The Lightstone DIRECT Position

Investors do not need to predict every Fed move, every inflation print, or the next leg of the public-market cycle in order to build a portfolio for the years ahead. However they may want to own assets whose returns do not require textbook inflation dynamics to play out. That is the case for workforce multifamily today: necessity-based demand, supply that has already turned, and a basis potentially well-below replacement cost. 

The right portfolio for this environment is not the one that wins if the macro turns out the way you expected. It is the one that does not need you to be right.
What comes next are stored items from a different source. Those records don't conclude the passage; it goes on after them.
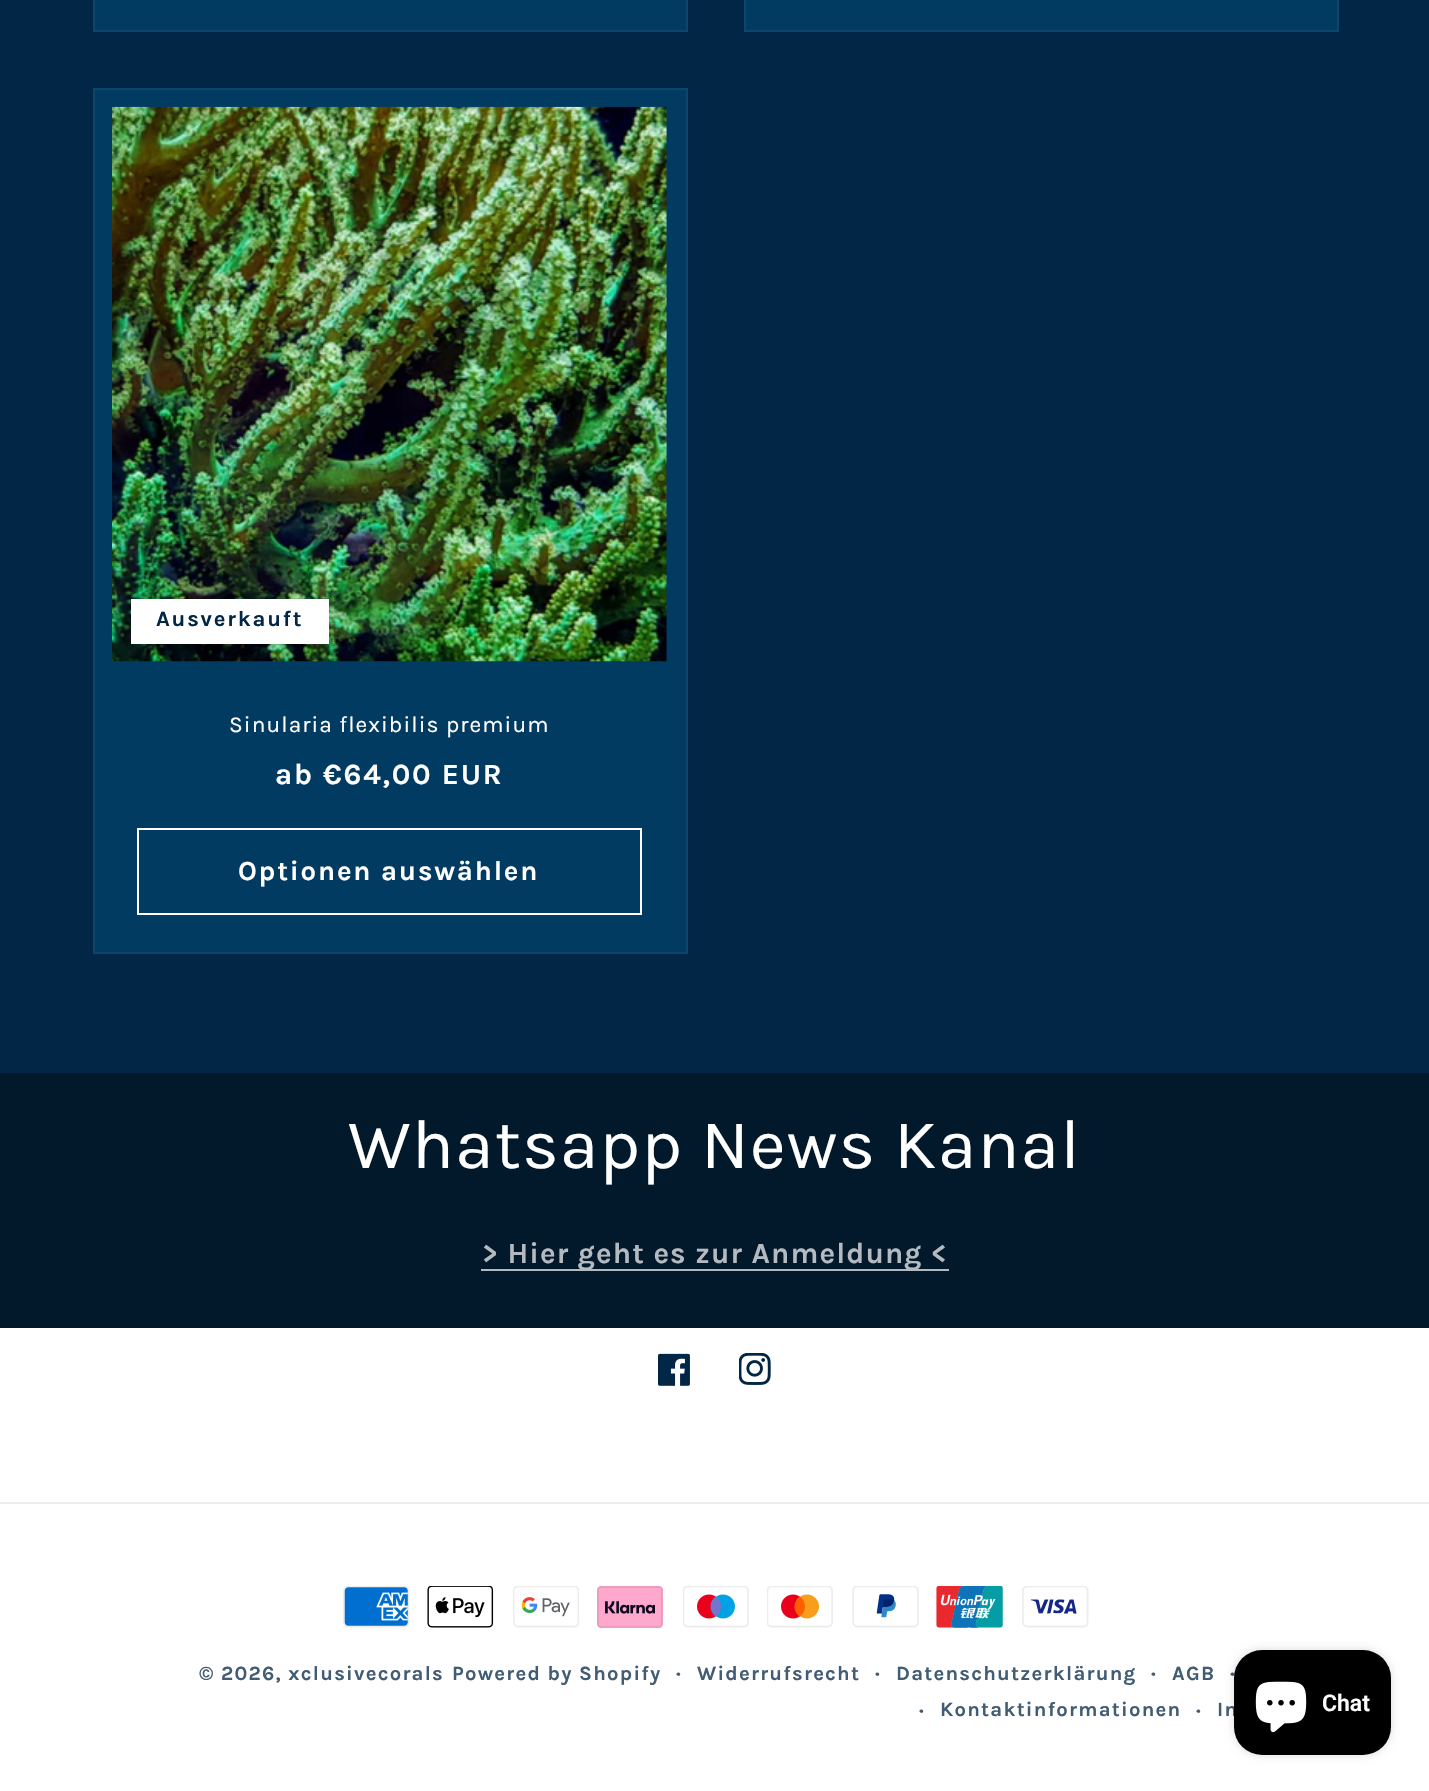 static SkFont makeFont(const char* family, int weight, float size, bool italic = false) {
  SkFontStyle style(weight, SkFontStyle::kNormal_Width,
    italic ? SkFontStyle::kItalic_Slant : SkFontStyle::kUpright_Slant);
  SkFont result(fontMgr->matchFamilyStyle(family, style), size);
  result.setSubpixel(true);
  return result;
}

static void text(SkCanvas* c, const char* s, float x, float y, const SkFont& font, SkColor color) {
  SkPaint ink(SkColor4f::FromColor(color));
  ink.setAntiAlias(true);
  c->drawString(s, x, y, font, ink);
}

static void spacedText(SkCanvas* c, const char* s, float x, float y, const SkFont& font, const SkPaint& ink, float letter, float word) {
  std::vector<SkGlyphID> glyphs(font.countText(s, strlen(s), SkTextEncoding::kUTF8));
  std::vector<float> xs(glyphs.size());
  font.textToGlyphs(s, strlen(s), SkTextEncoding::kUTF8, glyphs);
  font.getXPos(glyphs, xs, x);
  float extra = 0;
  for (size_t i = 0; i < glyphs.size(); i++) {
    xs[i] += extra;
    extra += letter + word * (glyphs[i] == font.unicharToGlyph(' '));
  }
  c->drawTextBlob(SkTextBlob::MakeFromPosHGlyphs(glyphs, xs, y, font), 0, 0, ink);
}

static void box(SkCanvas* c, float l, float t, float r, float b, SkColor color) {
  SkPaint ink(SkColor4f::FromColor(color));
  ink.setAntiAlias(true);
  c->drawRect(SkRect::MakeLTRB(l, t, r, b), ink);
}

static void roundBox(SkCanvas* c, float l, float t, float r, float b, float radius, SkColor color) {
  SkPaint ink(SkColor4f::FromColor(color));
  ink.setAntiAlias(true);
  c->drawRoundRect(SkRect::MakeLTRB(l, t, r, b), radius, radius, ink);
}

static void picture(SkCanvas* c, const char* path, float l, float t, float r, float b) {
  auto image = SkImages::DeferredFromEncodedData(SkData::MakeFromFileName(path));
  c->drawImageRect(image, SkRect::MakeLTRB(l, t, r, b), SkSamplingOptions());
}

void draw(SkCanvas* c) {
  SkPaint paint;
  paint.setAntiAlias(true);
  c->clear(0xff012646);
  paint.setColor(0xff023b61);
  c->drawRect(SkRect::MakeLTRB(94, -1, 687, 31), paint);
  paint.setStyle(SkPaint::kStroke_Style);
  paint.setStrokeWidth(2);
  paint.setColor(0xff0f4569);
  c->drawRect(SkRect::MakeLTRB(94, -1, 687, 31), paint);
  paint.setStyle(SkPaint::kFill_Style);
  paint.setColor(0xff023b61);
  c->drawRect(SkRect::MakeLTRB(745, -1, 1338, 31), paint);
  paint.setStyle(SkPaint::kStroke_Style);
  paint.setColor(0xff0f4569);
  c->drawRect(SkRect::MakeLTRB(745, -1, 1338, 31), paint);
  paint.setStyle(SkPaint::kFill_Style);
  paint.setColor(0xff023b61);
  c->drawRect(SkRect::MakeLTRB(94, 89, 687, 953), paint);
  paint.setStyle(SkPaint::kStroke_Style);
  paint.setColor(0xff0f4569);
  c->drawRect(SkRect::MakeLTRB(94, 89, 687, 953), paint);
  picture(c, "img_01.png", 112, 106, 667, 662);
  box(c, 131, 599, 329, 644, 0xffffffff);
  SkFont face1 = makeFont("Karla", 700, 22);
  paint.setStyle(SkPaint::kFill_Style);
  paint.setColor(0xff012646);
  spacedText(c, "Ausverkauft", 156, 626, face1, paint, 1.8f, 0);
  SkFont face2 = makeFont("Karla", 400, 22.75f);
  paint.setColor(0xffffffff);
  spacedText(c, "Sinularia flexibilis premium", 229, 732, face2, paint, 1.05f, 0);
  SkFont face3 = makeFont("Karla", 700, 29.4f);
  spacedText(c, "ab €64,00 EUR", 275, 784, face3, paint, 1.8f, 0);
  paint.setStyle(SkPaint::kStroke_Style);
  c->drawRect(SkRect::MakeLTRB(138, 829, 641, 914), paint);
  SkFont face4 = makeFont("Karla", 700, 27.5f);
  paint.setStyle(SkPaint::kFill_Style);
  spacedText(c, "Optionen auswählen", 238, 880, face4, paint, 1.8f, 0);
  box(c, 0, 1073, 1429, 1328, 0xff02182b);
  SkFont face5 = makeFont("Karla", 400, 70);
  spacedText(c, "Whatsapp News Kanal", 348, 1168, face5, paint, 1.05f, 0);
  box(c, 481, 1269, 949, 1271, 0xffb3babf);
  paint.setColor(0xffb4bac0);
  spacedText(c, "> Hier geht es zur Anmeldung <", 482, 1263, face3, paint, 1.1f, 0);
  box(c, 0, 1328, 1429, 1791, 0xffffffff);
  picture(c, "img_02.png", 658, 1353, 690, 1386);
  picture(c, "img_03.png", 739, 1353, 771, 1385);
  box(c, 0, 1502, 1429, 1504, 0xffebeef0);
  picture(c, "img_04.png", 343, 1586, 410, 1628);
  picture(c, "img_05.png", 427, 1586, 494, 1628);
  picture(c, "img_06.png", 513, 1586, 579, 1628);
  picture(c, "img_07.png", 597, 1586, 663, 1628);
  picture(c, "img_08.png", 683, 1586, 749, 1628);
  picture(c, "img_09.png", 767, 1586, 833, 1628);
  picture(c, "img_10.png", 852, 1586, 919, 1628);
  picture(c, "img_11.png", 936, 1586, 1003, 1628);
  picture(c, "img_12.png", 1022, 1586, 1089, 1628);
  SkFont face6 = makeFont("Karla", 700, 20.25f);
  paint.setColor(0xff415c74);
  spacedText(c, "© 2026, xclusivecorals", 199, 1680, face6, paint, 1.25f, 0);
  spacedText(c, "Powered by Shopify", 452, 1680, face6, paint, 1.25f, 0);
  spacedText(c, "·", 676, 1680, face1, paint, 1.25f, 0);
  spacedText(c, "Widerrufsrecht", 697, 1680, face6, paint, 1.25f, 0);
  spacedText(c, "·", 875, 1680, face1, paint, 1.25f, 0);
  spacedText(c, "Datenschutzerklärung", 896, 1680, face6, paint, 1.25f, 0);
  spacedText(c, "·", 1151, 1680, face1, paint, 1.25f, 0);
  spacedText(c, "AGB", 1172, 1680, face6, paint, 1.25f, 0);
  spacedText(c, "·", 1230, 1680, face1, paint, 1.25f, 0);
  spacedText(c, "·", 919, 1717, face1, paint, 1.25f, 0);
  spacedText(c, "Kontaktinformationen", 940, 1716, face6, paint, 1.25f, 0);
  spacedText(c, "·", 1196, 1717, face1, paint, 1.25f, 0);
  spacedText(c, "Im", 1217, 1716, face6, paint, 1.25f, 0);
  paint.setColor(0x26000000);
  paint.setMaskFilter(SkMaskFilter::MakeBlur(kNormal_SkBlurStyle, 4.5f));
  c->drawRoundRect(SkRect::MakeLTRB(1234, 1650, 1391, 1755), 28, 28, paint);
  paint.setMaskFilter(nullptr);
  roundBox(c, 1234, 1650, 1391, 1755, 28, 0xff000000);
  picture(c, "img_13.png", 1255, 1681, 1307, 1733);
  SkFont face7 = makeFont("Roboto", 600, 23);
  text(c, "Chat", 1322, 1711, face7, 0xffffffff);
}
Sources: Lutz Kilian, Lessons from the destabilization of inflation in the 1970s, Dallas Fed Economics, Feb. 17, 2026; Burns quotation from his Reflections of a Policy Maker (1978), as cited in Kilian (2026); BEA Q1 2026 GDP; BLS March 2026 CPI; BLS April 2026 Employment Situation; Federal Reserve April 29, 2026 FOMC statement; RealPage Q1 2026 Apartment Market Update; Jason Ma, Markets sell off as U.S.-Iran ceasefire plans go nowhere…, Fortune, May 10, 2026; Morningstar, The 60/40 Portfolio: A 150-Year Markets Stress Test; U.S. Census Bureau, Q1 2026 Housing Vacancy Survey (April 28, 2026); Harvard Joint Center for Housing Studies, America's Rental Housing 2026. Lightstone portfolio metrics as of Q1 2025 from internal data. Past performance is not indicative of future results.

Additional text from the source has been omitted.